I have been asked to share one of my most requested recipes for a warm spinach salad. My mom shared it with me, and I am happy to share with others. What I love about this dish is that it is full of iron rich spinach (so good for rebuilding blood after all the loss of childbirth) and it is warm and delicious. A great way to get those amazing greens into your recovering body.
As with all my recipes, most of the items can be adjusted or omitted, and the amounts can be tampered with to your liking. The only thing that is essential is the ratio for the dressing (1/1/1 is the best combination there).
Warm spinach salad (with bacon)
large bag of spinach leaves (I use a 1 lb bag of baby spinach; this can also be halved or easily doubled for company)
1 lb of bacon (less for the calorie conscious)
1 lg onion (I prefer sweet, but you can use red or white as well), thinly sliced
1 lb mushrooms (your choice, I like the brown button kind), sliced
4 hard boiled eggs, peeled and sliced
seasoning (I like to use Montreal Steak Seasoning)
Cook the bacon until it is done to your liking (crispy works best), save the bacon grease. Cool and crumble bacon and add to the spinach. Add sliced hard boiled eggs to spinach as well. Make sure you have a big enough bowl to be able to toss the salad; you might want a mixing bowl and another serving bowl to keep it pretty after it wilts a bit.
Cook the onion in the grease until golden and soft. Remove with a slotted spoon and set aside. Use remaining grease to cook mushrooms, seasoning as needed. Combine onion and mushrooms.
Dressing:
1/3 c sugar
1/3 c water
Combine and heat until sugar is melted (microwave is easy for this)
then add 1/3 c apple cider vinegar (red wine vinegar works as well, haven't experimented beyond that yet)

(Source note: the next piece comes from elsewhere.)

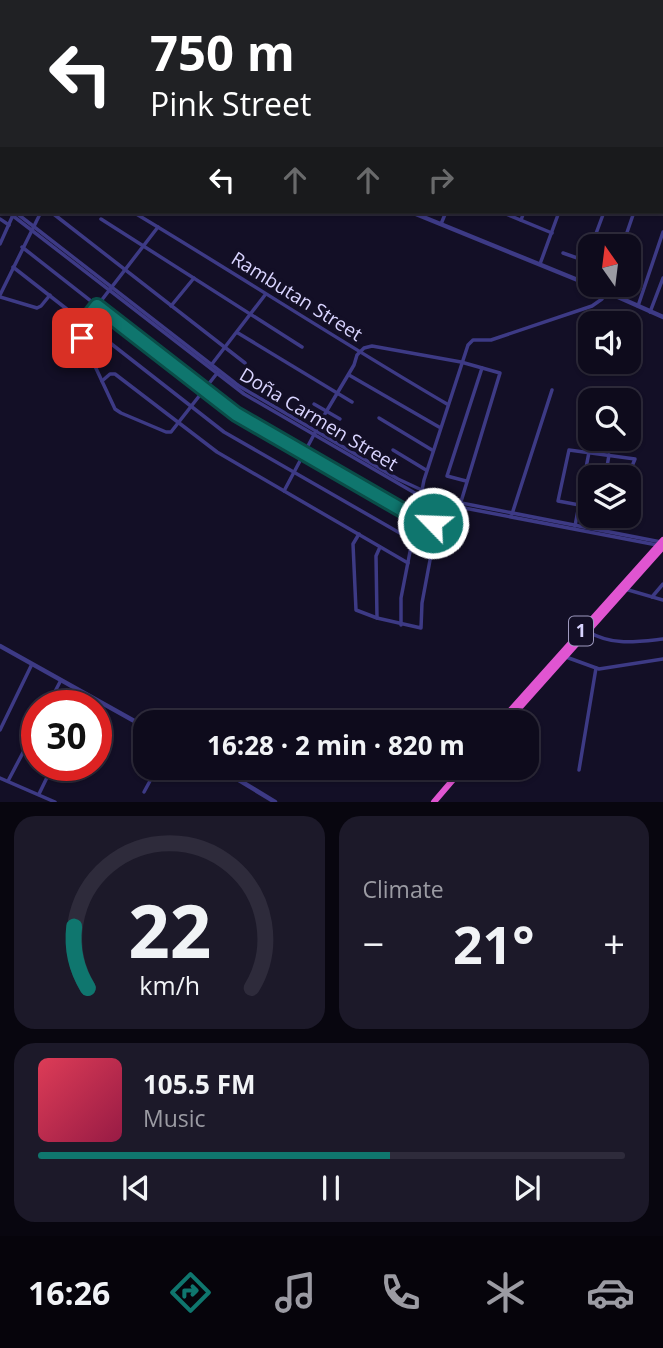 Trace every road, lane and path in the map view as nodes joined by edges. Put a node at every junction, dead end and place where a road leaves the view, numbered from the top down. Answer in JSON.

To serve I usually heat the dressing and mush/onion mixture and pour over the spinach mixture. Toss a couple minutes to get everything coated and distribute the warmth to all the leaves. Serve quickly, and finish the bowl (not a hard thing to do). This does not keep well, and you will be able to eat more of it than you think.
Ok, this is why it takes me so darn long to write down a recipe! Have to include all those bits and pieces that you probably would have figured out on your own. But there, it is done. And forever when a client says, 'I would love this recipe,' I can now say..."It is on my blog."